What is being asked
Where does the string "Дальневосточный" occur in the records? Copy each line that holds it.

Data records
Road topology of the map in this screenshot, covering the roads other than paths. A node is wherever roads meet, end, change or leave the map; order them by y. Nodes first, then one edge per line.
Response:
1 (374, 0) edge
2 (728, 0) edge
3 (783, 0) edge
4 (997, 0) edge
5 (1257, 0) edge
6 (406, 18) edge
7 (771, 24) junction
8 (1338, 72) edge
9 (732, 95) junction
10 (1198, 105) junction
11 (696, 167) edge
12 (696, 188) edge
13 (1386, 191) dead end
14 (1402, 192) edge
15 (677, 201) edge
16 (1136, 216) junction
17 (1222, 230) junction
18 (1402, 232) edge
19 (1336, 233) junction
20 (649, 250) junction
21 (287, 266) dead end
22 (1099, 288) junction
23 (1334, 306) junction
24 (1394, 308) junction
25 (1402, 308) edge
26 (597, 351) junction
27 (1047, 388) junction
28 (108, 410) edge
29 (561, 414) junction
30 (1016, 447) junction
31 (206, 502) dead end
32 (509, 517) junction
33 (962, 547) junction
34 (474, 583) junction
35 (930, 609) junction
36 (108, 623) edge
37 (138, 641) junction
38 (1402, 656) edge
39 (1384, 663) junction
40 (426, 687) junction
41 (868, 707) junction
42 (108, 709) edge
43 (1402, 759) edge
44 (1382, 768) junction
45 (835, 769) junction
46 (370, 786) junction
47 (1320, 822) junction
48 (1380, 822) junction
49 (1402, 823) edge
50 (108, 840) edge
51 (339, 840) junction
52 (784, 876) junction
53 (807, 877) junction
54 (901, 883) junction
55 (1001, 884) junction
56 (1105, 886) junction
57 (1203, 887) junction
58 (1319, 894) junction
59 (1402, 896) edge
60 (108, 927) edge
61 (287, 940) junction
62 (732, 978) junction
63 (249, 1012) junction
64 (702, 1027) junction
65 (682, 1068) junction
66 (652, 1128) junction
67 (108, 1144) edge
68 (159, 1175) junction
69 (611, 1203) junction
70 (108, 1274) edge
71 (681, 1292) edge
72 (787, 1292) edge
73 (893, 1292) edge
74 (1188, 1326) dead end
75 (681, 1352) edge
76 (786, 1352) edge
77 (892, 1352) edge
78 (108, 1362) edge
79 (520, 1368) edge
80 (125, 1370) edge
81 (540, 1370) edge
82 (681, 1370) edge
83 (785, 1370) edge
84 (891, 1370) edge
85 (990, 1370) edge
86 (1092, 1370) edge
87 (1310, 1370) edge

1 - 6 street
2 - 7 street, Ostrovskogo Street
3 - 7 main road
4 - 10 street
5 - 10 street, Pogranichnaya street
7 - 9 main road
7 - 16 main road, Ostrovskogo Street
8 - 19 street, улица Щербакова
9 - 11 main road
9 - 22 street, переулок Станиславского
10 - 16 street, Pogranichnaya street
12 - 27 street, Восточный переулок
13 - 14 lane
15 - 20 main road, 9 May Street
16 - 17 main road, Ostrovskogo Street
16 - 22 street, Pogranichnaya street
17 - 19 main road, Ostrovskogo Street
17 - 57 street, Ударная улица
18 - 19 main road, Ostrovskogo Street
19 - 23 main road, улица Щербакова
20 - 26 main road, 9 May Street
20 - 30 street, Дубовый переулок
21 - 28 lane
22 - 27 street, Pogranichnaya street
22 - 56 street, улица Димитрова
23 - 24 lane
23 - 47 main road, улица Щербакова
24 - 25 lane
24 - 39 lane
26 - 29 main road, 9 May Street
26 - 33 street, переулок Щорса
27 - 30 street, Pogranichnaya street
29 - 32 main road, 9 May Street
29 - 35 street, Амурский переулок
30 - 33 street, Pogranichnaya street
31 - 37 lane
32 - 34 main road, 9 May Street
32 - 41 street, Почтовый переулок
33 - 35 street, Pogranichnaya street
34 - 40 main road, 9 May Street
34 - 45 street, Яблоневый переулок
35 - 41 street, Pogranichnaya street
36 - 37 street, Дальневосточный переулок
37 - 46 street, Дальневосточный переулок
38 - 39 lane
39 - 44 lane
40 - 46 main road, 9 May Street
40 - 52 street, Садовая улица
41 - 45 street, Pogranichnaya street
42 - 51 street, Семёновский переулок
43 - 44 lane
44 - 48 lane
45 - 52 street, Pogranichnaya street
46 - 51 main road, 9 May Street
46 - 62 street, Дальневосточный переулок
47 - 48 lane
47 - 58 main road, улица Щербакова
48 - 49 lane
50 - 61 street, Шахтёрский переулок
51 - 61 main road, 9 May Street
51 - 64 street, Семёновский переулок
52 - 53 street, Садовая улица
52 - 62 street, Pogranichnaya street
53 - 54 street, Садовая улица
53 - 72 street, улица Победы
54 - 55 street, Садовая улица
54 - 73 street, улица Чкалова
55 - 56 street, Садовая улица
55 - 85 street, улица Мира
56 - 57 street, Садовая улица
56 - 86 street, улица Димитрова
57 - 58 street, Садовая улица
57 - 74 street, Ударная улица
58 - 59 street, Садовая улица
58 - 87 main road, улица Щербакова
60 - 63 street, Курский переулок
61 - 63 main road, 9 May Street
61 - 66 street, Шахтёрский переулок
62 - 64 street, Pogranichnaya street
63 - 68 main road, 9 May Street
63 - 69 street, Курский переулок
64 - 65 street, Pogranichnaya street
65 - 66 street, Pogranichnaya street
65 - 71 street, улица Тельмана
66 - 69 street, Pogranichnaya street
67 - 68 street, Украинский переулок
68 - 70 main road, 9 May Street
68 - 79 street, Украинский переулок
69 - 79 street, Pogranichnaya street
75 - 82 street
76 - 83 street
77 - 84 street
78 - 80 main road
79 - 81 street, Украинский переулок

Finished task
36 - 37 street, Дальневосточный переулок
37 - 46 street, Дальневосточный переулок
46 - 62 street, Дальневосточный переулок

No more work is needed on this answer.